Aim of the task:
Word for word, return the lines below from the first through the line that has "inset:0; background:#0003; transform-origin:0", dropping the pictures.

*** Opening of Data excerpts ***

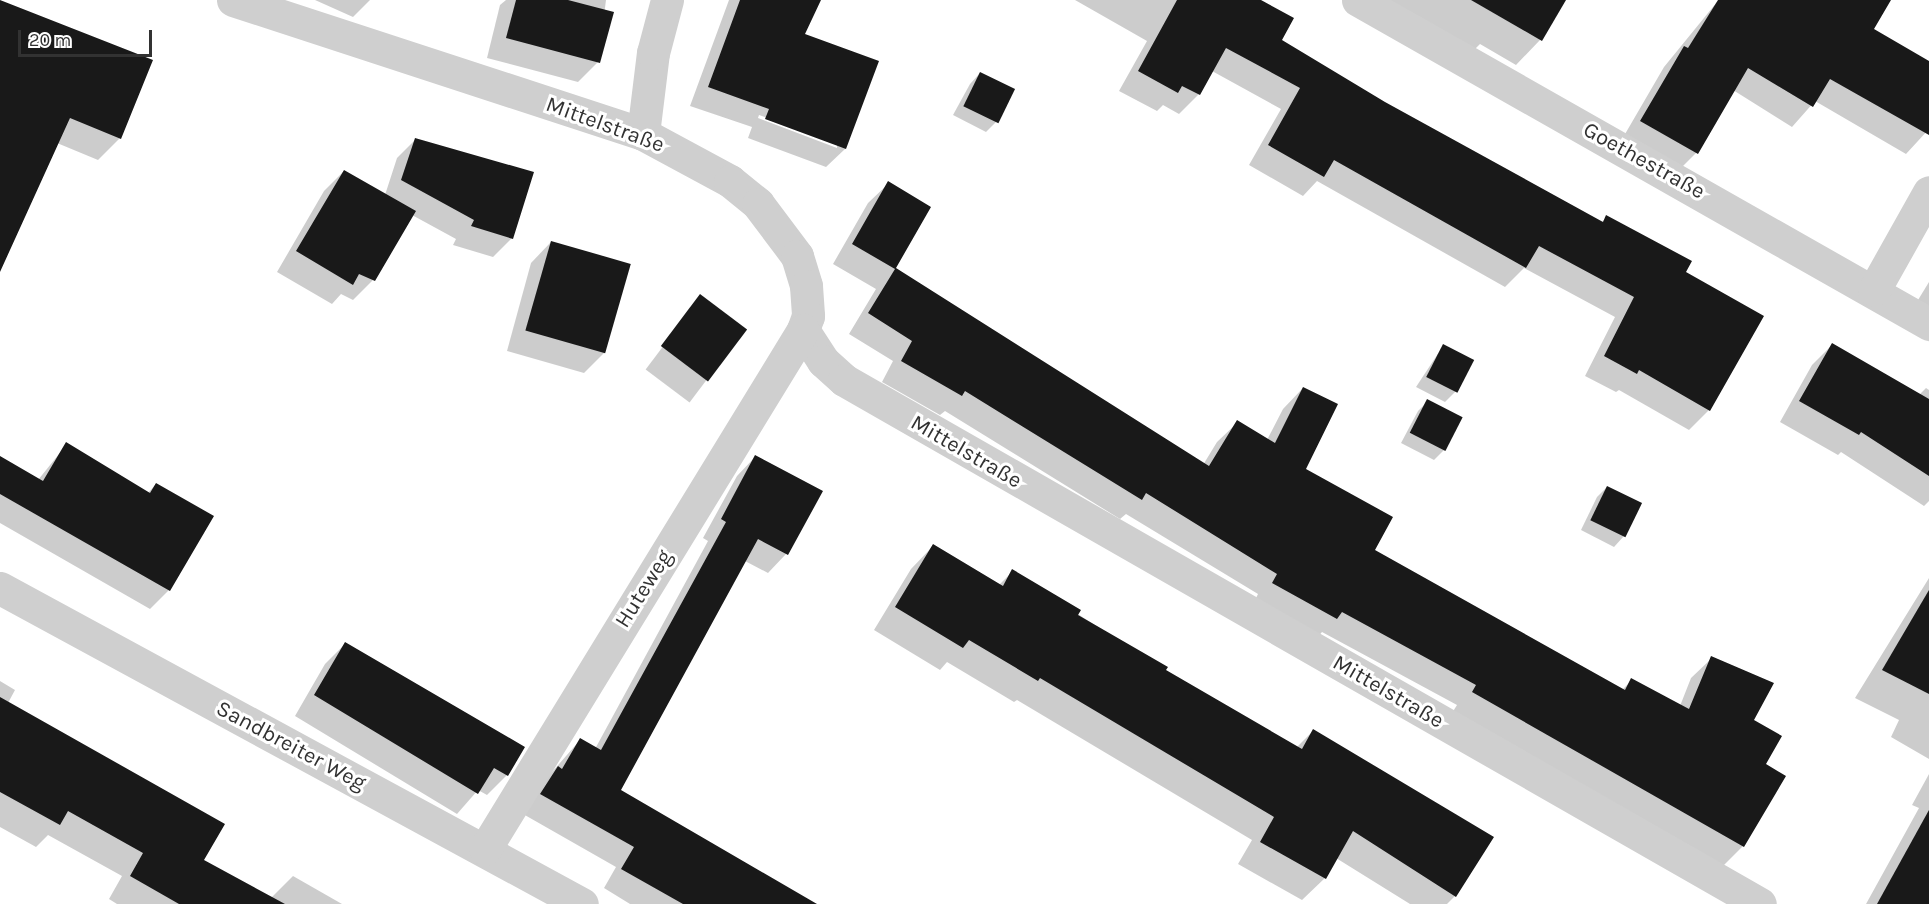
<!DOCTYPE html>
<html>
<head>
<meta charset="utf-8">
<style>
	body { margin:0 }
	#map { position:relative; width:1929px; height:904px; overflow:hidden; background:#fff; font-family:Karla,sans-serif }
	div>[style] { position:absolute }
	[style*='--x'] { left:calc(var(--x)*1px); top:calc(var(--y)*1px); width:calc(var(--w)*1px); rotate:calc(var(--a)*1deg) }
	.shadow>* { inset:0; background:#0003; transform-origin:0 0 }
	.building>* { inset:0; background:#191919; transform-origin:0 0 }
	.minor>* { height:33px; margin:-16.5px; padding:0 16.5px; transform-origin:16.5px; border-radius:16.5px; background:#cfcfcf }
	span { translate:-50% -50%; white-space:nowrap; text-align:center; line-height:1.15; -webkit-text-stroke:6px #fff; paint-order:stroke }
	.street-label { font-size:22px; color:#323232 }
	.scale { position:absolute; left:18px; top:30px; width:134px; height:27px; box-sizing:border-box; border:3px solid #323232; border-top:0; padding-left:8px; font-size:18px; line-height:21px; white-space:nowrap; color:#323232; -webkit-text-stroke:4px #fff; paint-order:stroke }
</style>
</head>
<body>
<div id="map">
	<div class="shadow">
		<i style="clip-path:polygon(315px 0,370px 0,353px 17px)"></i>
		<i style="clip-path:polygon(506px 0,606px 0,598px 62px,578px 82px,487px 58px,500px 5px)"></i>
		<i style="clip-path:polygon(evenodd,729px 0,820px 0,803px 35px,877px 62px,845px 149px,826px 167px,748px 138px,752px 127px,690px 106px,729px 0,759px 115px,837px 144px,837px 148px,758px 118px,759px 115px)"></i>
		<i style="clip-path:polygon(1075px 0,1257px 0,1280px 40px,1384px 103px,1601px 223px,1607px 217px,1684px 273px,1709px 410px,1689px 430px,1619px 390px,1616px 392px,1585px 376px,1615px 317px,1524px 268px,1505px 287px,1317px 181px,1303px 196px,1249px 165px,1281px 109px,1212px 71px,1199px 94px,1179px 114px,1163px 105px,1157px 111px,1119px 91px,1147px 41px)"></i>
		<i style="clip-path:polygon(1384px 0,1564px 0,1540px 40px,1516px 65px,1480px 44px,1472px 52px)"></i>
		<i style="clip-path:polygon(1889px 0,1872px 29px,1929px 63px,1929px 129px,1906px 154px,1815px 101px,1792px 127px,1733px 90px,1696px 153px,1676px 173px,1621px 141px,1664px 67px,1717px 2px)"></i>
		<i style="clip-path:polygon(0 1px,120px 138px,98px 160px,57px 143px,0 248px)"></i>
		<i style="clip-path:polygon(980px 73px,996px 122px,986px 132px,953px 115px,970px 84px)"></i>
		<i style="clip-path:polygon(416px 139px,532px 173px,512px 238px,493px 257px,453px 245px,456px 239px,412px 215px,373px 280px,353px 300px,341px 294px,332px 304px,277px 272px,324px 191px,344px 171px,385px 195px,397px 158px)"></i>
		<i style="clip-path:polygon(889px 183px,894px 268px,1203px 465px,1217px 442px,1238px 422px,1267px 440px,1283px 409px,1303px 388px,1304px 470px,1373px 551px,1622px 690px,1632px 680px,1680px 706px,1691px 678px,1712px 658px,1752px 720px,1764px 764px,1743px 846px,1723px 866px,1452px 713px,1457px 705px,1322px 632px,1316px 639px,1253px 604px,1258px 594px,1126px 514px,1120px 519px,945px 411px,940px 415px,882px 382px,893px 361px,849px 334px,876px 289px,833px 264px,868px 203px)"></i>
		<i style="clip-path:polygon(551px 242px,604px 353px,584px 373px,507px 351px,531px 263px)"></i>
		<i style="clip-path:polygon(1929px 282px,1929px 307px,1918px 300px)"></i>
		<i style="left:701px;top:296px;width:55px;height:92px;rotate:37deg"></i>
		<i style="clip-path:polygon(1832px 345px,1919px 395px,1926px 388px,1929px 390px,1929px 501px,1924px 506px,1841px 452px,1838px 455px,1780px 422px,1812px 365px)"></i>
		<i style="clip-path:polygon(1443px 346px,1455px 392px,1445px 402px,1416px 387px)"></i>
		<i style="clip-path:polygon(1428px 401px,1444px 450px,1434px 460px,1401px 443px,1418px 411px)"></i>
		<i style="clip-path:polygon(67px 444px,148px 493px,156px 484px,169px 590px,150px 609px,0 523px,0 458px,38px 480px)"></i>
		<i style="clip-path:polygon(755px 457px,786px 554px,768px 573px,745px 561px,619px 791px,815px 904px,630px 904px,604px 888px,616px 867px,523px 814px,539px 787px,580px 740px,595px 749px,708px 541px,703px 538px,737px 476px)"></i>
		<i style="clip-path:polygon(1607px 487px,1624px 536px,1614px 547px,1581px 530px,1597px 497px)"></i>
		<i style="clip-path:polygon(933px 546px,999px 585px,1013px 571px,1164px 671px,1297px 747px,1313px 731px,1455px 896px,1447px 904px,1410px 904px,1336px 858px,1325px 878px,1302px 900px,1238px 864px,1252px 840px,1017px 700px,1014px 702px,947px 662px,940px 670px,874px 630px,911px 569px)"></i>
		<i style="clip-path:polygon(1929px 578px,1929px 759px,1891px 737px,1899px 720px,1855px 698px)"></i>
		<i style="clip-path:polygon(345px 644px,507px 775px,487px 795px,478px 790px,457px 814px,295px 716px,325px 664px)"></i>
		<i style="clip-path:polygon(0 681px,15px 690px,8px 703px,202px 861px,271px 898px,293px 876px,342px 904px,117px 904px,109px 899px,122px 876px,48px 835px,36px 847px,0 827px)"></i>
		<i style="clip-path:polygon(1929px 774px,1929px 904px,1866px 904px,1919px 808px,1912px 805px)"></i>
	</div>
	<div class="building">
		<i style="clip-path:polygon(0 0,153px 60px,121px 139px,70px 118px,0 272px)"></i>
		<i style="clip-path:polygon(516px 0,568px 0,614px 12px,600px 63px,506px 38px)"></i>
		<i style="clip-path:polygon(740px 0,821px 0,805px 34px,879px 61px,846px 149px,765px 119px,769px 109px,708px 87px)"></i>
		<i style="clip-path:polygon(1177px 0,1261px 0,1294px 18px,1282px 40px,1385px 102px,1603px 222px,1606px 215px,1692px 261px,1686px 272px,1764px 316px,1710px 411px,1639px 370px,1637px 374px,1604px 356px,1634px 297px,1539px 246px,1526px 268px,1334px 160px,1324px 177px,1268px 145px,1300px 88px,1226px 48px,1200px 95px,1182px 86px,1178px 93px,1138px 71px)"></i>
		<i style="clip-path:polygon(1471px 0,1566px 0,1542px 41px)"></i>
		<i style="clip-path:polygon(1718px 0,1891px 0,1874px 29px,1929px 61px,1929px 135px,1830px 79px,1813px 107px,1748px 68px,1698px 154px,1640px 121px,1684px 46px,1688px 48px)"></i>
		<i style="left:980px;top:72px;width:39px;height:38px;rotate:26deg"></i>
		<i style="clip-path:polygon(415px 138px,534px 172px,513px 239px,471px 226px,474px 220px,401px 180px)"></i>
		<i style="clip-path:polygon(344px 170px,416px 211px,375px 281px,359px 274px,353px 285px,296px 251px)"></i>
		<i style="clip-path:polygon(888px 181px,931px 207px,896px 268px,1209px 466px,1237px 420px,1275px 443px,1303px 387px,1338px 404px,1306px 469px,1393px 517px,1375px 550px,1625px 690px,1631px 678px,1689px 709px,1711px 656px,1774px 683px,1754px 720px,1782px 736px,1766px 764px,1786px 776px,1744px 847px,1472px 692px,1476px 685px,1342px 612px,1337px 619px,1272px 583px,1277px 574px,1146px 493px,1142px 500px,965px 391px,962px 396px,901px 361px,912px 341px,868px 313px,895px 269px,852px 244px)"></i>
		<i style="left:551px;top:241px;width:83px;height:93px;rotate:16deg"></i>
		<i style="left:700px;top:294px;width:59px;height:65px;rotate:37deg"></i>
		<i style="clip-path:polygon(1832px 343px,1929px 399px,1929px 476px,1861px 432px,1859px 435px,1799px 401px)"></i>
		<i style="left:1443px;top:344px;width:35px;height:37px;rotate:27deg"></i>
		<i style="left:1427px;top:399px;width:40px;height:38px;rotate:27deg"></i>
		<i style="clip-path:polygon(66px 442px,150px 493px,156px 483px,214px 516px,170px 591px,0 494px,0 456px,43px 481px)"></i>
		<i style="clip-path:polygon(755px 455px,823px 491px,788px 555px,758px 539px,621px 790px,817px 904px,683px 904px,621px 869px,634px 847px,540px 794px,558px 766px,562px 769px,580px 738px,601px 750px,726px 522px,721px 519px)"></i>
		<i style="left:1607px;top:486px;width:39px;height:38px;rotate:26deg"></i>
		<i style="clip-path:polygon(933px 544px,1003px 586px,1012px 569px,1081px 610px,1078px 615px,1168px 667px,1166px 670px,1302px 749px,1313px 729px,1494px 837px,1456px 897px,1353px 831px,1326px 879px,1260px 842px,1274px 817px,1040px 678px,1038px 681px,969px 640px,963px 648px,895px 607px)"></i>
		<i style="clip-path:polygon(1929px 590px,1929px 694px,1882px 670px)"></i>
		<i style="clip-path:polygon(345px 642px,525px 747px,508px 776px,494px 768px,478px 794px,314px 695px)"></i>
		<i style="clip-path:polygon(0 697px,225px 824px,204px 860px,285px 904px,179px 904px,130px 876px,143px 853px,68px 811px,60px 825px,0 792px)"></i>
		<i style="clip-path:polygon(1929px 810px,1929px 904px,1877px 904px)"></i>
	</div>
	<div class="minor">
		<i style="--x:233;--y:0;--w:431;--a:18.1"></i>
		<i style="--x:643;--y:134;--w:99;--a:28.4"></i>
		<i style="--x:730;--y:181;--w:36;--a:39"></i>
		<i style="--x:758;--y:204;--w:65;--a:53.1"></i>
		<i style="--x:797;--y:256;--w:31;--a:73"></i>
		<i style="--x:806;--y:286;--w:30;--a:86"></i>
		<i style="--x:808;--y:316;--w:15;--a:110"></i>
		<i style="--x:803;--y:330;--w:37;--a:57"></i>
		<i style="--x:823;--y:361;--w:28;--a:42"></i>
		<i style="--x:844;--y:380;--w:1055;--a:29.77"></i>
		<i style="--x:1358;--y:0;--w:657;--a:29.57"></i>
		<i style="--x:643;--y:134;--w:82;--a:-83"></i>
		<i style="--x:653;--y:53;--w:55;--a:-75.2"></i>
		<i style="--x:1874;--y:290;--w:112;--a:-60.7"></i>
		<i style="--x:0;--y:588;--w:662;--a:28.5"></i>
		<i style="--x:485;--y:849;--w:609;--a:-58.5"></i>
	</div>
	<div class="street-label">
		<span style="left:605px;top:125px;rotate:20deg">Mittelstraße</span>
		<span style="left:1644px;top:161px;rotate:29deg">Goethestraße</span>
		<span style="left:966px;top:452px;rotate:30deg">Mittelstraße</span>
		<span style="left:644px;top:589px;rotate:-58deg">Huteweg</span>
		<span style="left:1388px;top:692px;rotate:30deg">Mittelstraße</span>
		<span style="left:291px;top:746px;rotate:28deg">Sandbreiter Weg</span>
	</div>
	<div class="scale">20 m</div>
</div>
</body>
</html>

*** Close of Data excerpts ***

Result of this exercise:
<!DOCTYPE html>
<html>
<head>
<meta charset="utf-8">
<style>
	body { margin:0 }
	#map { position:relative; width:1929px; height:904px; overflow:hidden; background:#fff; font-family:Karla,sans-serif }
	div>[style] { position:absolute }
	[style*='--x'] { left:calc(var(--x)*1px); top:calc(var(--y)*1px); width:calc(var(--w)*1px); rotate:calc(var(--a)*1deg) }
	.shadow>* { inset:0; background:#0003; transform-origin:0 0 }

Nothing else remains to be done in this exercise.